Remember how yesterday I wrote about how wonderful it is to be needed?
The universe, in its infinite creative wisdom, offered me a balance lesson yesterday.
Yes, it is ridiculous blessing to be needed. And it is an equal blessing to need.
I woke up yesterday with my body under attack. I won’t get into the details, because they aren’t important – I’ll just say that my Chronic Lyme Disease just sort of exploded.
I was incapacitated. Couldn’t move, couldn’t think, couldn’t even see for a few minutes there – which made me completely dependent on Craig. I lied on the floor and cried while he somehow dressed me and carried me down to the end of the driveway to meet the ambulance. “What are you doing out here?” The EMT said. “You could have waited in the house!” Craig said, “Our kids are still asleep and I don’t want them to wake up to all of this.” And even in excruciating pain I had to smile at that. Because that’s a father. That’s a freaking father. I am carrying my wife out here to you so that I can protect her and my children at the same time. That was the moment I understood that this situation was painful and scary …but this was NOT a disaster.
My minister taught me recently that the word disaster means dis (absence of) and astron (stars). And so things are only disastrous when no light can be found anywhere. I caught the light all day yesterday.
The EMT was light. He was trying to keep me talking on the ride to the hospital and so he asked me what I “did” and I tried to tell him about you and about Carry On, Warrior. And so when he wheeled me into the ER he announced to anyone who would listen – “We’ve got an AUTHOR here. She wrote ‘It’s okay, Little Worrier.’ And she raises Monkeys.” And so while they were medicating me and inserting my IVs I could NOT STOP GIGGLING which made everything hurt a million times more but it was worth it because: STARS!
But then my EMT left and I started to worry again because Craig and still don’t have a real tribe down here in Florida. We just don’t have folks we can call in the middle of the night when there’s an emergency. So I figured I’d be at the ER by myself all day because Craig would have to stay with the kids. But then he showed up thirty minutes later, bearing tidings of hot tea and granola bars. Because he called Nancy, whom I teach Sunday school with.

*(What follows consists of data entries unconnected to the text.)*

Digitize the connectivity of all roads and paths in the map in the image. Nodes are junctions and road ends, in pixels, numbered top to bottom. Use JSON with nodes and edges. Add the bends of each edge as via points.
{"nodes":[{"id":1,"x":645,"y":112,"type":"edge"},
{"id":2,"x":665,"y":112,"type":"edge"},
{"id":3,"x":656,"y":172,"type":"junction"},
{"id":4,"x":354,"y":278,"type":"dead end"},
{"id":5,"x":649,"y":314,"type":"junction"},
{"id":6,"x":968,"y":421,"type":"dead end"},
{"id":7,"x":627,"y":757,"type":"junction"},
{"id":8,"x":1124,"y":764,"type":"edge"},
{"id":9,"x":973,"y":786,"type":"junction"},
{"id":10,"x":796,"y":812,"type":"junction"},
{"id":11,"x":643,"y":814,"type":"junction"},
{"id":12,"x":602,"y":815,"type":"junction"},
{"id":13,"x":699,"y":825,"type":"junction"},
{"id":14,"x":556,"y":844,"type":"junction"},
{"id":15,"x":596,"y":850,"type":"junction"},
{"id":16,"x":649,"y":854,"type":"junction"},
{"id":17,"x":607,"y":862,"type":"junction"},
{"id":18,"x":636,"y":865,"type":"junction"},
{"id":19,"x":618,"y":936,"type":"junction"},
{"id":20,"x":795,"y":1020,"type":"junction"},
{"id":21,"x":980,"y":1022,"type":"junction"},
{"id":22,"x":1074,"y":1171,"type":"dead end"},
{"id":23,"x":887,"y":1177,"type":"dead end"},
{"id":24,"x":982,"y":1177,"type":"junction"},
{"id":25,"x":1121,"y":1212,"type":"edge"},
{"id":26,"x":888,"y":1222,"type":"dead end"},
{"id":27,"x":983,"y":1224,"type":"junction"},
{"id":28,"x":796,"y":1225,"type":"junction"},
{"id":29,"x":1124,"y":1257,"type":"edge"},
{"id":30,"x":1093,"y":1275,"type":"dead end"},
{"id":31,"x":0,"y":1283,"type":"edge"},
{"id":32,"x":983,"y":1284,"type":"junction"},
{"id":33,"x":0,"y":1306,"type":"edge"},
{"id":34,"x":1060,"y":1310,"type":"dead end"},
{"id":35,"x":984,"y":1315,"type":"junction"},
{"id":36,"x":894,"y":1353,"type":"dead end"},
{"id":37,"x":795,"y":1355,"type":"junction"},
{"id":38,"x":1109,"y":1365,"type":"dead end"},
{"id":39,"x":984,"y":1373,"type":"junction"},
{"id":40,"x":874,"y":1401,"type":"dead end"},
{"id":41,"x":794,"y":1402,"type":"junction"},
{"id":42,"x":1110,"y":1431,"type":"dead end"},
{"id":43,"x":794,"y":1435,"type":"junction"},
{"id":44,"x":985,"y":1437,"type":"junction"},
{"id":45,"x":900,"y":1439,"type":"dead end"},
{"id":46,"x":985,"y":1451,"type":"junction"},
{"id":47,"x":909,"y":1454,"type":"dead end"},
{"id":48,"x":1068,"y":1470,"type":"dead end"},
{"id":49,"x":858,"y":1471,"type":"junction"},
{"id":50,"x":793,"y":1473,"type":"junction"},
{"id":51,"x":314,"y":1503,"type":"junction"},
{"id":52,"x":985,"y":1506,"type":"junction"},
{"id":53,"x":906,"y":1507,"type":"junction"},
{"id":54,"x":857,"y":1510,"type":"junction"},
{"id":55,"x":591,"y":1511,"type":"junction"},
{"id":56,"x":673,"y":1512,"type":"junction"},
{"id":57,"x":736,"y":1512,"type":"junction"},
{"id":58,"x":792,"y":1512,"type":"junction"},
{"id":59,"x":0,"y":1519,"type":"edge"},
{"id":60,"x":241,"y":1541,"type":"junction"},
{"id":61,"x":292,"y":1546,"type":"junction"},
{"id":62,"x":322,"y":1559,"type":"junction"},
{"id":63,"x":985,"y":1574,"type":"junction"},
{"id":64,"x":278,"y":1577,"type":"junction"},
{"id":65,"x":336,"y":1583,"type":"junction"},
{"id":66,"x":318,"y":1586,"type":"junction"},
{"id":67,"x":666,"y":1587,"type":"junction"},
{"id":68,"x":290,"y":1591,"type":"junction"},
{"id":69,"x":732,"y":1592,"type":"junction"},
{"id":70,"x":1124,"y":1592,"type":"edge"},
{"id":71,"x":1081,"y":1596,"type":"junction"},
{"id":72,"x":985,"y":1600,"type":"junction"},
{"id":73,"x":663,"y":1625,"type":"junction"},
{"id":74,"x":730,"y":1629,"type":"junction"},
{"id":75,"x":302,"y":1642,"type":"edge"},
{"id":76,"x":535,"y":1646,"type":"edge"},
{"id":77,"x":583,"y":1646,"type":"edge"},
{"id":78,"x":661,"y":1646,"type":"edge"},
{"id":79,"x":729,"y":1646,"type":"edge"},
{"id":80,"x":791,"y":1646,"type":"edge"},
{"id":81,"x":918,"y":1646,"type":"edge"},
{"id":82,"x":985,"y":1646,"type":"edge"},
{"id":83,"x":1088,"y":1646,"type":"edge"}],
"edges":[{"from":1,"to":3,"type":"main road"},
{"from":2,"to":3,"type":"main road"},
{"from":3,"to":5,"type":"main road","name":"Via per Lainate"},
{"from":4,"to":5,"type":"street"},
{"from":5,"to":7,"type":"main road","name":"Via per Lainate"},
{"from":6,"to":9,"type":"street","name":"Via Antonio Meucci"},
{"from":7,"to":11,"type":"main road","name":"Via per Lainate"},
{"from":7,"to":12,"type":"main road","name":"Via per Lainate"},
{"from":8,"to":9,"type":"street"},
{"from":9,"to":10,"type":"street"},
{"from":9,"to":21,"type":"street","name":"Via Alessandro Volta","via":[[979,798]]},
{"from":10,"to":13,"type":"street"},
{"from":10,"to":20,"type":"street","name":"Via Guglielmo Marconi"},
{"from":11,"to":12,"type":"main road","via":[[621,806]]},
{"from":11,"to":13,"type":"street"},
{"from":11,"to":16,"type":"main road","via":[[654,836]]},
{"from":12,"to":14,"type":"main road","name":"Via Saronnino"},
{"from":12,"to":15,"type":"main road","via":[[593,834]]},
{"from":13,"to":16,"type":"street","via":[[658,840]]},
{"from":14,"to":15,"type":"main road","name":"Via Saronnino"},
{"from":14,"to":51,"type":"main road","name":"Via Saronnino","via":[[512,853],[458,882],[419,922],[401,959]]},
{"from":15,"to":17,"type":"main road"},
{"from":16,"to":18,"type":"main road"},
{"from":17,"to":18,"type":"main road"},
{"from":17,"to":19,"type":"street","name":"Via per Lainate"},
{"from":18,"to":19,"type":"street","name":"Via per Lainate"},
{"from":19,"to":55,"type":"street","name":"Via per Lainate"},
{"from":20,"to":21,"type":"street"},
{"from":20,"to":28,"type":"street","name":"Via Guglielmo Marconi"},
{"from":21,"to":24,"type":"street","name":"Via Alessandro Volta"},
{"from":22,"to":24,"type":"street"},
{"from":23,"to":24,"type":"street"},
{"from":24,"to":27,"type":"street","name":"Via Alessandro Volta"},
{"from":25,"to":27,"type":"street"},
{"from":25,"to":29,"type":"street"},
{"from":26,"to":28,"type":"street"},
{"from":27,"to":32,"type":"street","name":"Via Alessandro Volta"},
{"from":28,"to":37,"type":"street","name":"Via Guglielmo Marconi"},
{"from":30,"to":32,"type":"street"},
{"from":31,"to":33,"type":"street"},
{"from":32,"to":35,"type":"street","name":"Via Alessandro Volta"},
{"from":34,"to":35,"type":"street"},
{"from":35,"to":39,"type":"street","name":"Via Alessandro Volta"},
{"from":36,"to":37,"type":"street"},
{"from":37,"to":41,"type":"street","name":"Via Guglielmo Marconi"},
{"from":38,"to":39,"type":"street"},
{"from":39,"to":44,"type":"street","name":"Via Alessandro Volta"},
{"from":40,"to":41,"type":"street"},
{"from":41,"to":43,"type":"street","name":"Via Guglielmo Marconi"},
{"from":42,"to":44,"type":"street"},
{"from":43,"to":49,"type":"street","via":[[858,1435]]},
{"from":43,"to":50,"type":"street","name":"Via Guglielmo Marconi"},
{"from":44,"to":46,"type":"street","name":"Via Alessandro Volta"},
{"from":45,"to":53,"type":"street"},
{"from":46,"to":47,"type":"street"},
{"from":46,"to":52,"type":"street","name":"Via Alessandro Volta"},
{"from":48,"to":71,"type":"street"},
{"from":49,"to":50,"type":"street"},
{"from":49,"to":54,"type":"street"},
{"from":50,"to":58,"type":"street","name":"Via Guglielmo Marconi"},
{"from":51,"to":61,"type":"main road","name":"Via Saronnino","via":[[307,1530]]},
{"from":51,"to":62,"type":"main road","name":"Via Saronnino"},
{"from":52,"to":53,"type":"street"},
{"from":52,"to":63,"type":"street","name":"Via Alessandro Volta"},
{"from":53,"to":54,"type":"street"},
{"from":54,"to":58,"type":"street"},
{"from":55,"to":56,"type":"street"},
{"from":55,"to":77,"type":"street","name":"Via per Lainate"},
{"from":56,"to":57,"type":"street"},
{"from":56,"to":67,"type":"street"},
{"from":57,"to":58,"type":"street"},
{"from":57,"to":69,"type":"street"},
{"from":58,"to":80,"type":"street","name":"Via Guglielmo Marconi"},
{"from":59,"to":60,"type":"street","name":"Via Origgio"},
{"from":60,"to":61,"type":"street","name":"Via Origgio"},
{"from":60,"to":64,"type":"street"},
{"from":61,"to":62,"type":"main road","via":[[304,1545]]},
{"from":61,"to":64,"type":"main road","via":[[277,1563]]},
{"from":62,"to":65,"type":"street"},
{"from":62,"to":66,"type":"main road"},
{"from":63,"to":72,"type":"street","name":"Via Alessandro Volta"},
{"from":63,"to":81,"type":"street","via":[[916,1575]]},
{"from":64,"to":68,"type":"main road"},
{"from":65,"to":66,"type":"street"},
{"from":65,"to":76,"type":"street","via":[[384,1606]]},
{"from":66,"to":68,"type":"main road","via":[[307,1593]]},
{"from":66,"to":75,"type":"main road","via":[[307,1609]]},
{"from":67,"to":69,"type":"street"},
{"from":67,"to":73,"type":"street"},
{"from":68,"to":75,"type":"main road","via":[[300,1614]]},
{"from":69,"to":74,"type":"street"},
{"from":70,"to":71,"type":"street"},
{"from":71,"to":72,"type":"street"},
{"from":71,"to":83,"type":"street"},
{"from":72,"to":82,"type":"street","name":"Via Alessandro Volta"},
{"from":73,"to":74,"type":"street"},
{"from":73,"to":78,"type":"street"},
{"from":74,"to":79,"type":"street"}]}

And Nancy prayed with Craig and then she sent her daughter over to babysit my kids so Craig could come stay with me. Then she called both of our ministers who then called me to say they were praying for us. And Chase’s buddy’s mom took him out to play for the day and Tishy’s friend took her. And the ER doctor was kind and wise and the nurse called me honey exactly a million times and the brain people told me my brain looked totally normal. This was amazing to me because I always feel like the brain picture people are going to read my tests and come to me and say: “We are baffled and stunned and we regret to inform you that your brain is composed entirely of marshmallows, shards of glass, and gallons of decades-old Bud Light.” But that didn’t happen. “Your brain is normal,” they said.
STARS, STARS, STARS!
And so yesterday I learned that I DO have a tribe. I do have a village, and I need them. I need them. Like folks who are traveling at night need stars. We need people like we need light. Nothing is a disaster when your people are there.

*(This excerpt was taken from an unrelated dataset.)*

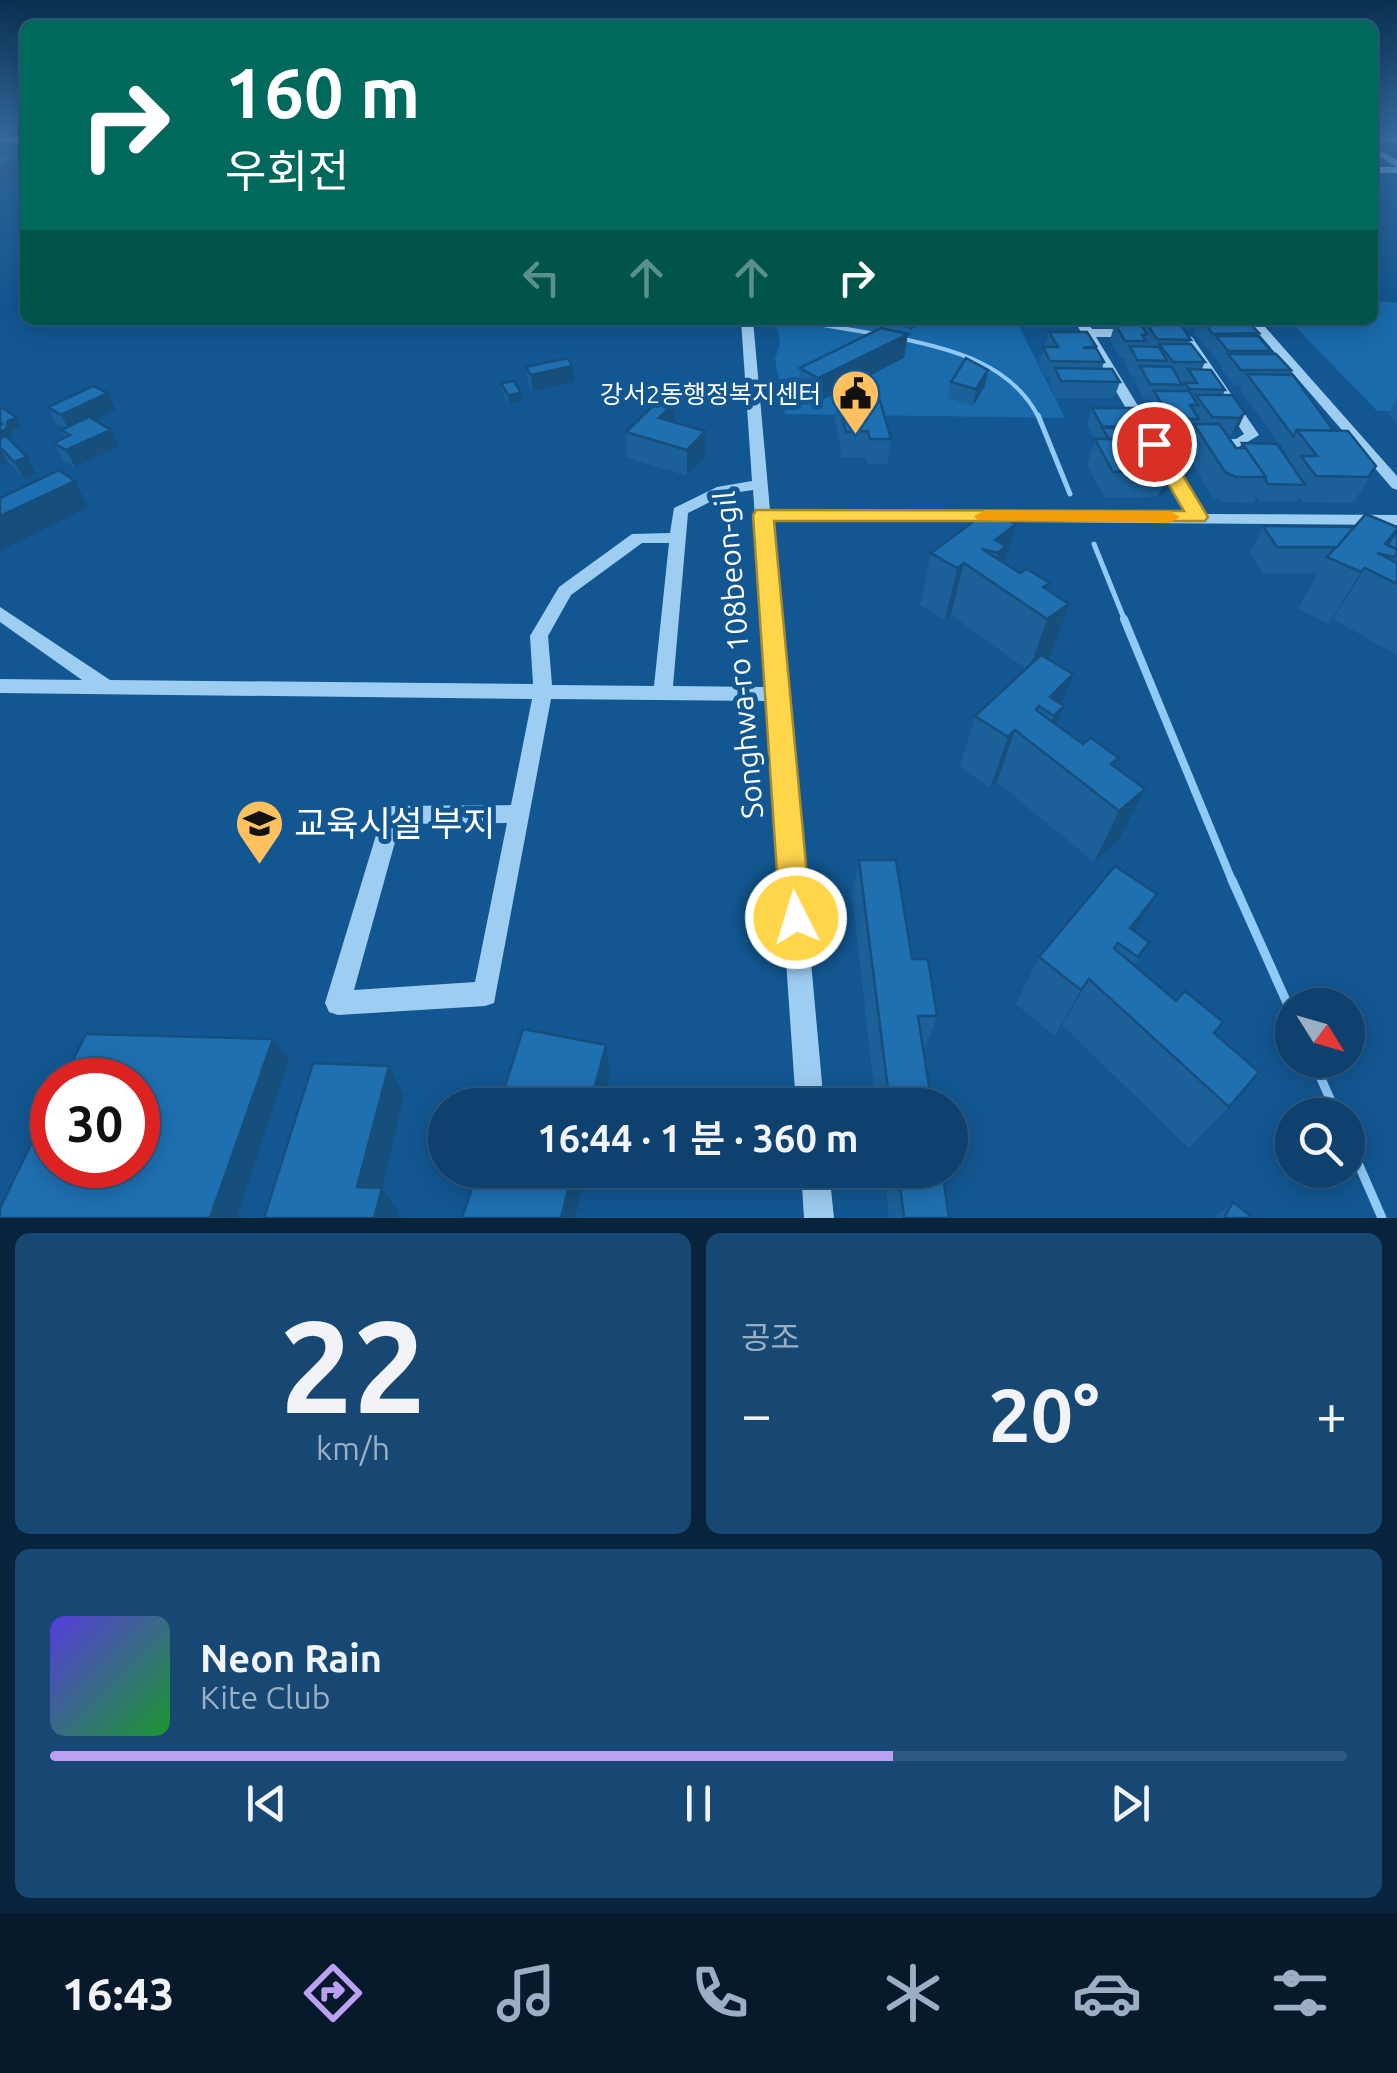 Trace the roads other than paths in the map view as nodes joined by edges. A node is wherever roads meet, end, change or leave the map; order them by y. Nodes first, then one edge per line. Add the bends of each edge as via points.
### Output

We Americans are folks who value independence. We really do feel like independence = strong and dependence = weak. Yesterday reminded me that this is some serious bullshit.

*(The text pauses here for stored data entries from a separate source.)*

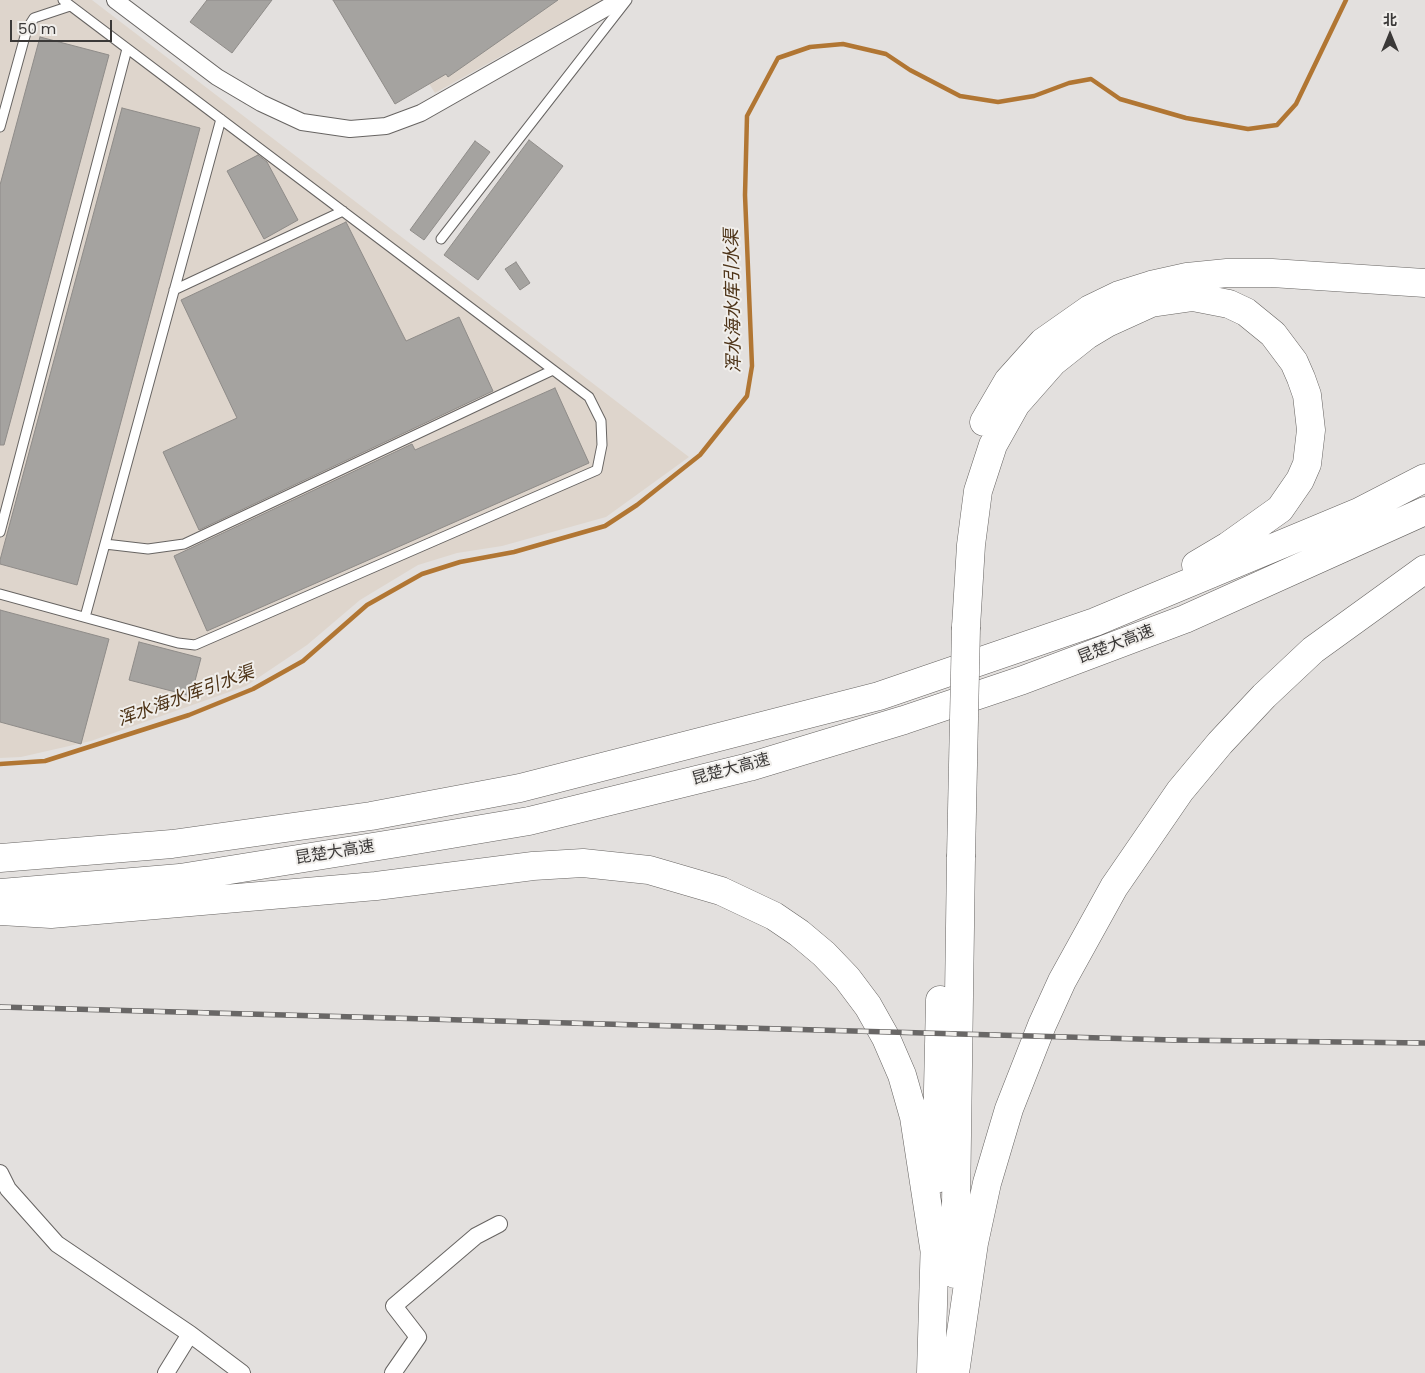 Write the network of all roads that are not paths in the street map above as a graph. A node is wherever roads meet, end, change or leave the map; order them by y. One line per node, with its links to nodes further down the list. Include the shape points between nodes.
1 (115, 0): 2 (street, via 217,77 261,103 302,122 350,129 386,126 421,113)
2 (620, 0)
3 (627, 0): 9 (lane)
4 (66, 3): 5 (lane); 7 (lane, via 34,18 26,29)
5 (127, 49): 6 (lane); 15 (lane)
6 (221, 120): 8 (lane); 11 (lane)
7 (0, 127)
8 (343, 211): 11 (lane); 12 (lane)
9 (441, 239)
10 (1425, 284): 21 (highway, via 1272,274 1227,273 1187,277 1119,295 1065,324 1008,382 975,444 962,482 954,526)
11 (174, 290): 16 (lane)
12 (553, 370): 16 (lane, via 184,544 148,549); 19 (lane, via 589,397 601,421 602,445 597,470 195,646)
13 (1425, 478): 20 (highway, 昆楚大高速, via 1359,512)
14 (1425, 511): 24 (highway, 昆楚大高速, via 1186,619 1023,680 749,767 529,821 419,840 180,878)
15 (0, 532)
16 (105, 544): 19 (lane)
17 (1425, 569): 34 (highway, via 1313,650 1264,696 1180,791 1105,903 1062,981 1009,1109 974,1243)
18 (0, 594): 19 (lane)
19 (85, 618)
20 (1095, 622): 21 (highway, via 1259,525 1280,509 1307,464 1311,430 1301,378 1273,334 1246,312 1230,304 1193,297 1173,298 1128,312 1069,348 1027,390 1000,431 980,481); 23 (highway, 昆楚大高速, via 878,696 520,788 371,816 172,844)
21 (957, 629): 22 (highway)
22 (952, 857): 28 (highway); 34 (highway)
23 (0, 858)
24 (0, 893)
25 (0, 911): 28 (highway, via 51,914 376,886 532,866 583,863 649,870 721,891 756,907 799,933 841,972 868,1006 902,1075 914,1117)
26 (0, 1173): 29 (street, via 8,1189 56,1244)
27 (499, 1224): 32 (street, via 476,1236 394,1306 418,1337)
28 (935, 1254): 33 (highway)
29 (190, 1334): 30 (street); 31 (street)
30 (166, 1373)
31 (242, 1373)
32 (393, 1373)
33 (931, 1373)
34 (954, 1373)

Strength is participating fully in life’s rhythms – like being needed and needing. It is being available to help and then being available to be helped. It is taking your turn being the steady shoulder and leaning on another steady shoulder. It is sometimes saying: We Need Help. Because our people need and want to help. That is how we make connections. It’s how we make friendships. We ask people to share their gifts. We allow ourselves to be weak sometimes so that others can be strong.
We should have Interdependence Day. We should throw some parties and parades for THAT MIRACLE.
Anyway. Today I’m grateful for EMTs and doctors and nurses and husbands and friends and church and neighbors and even this damn disease that never, ever lets me forget how loved I am. Life is so brutiful. Like glimmering, guiding stars on a pitch black night. Be Still, ya’ll. Be Loved. Be needed and NEED.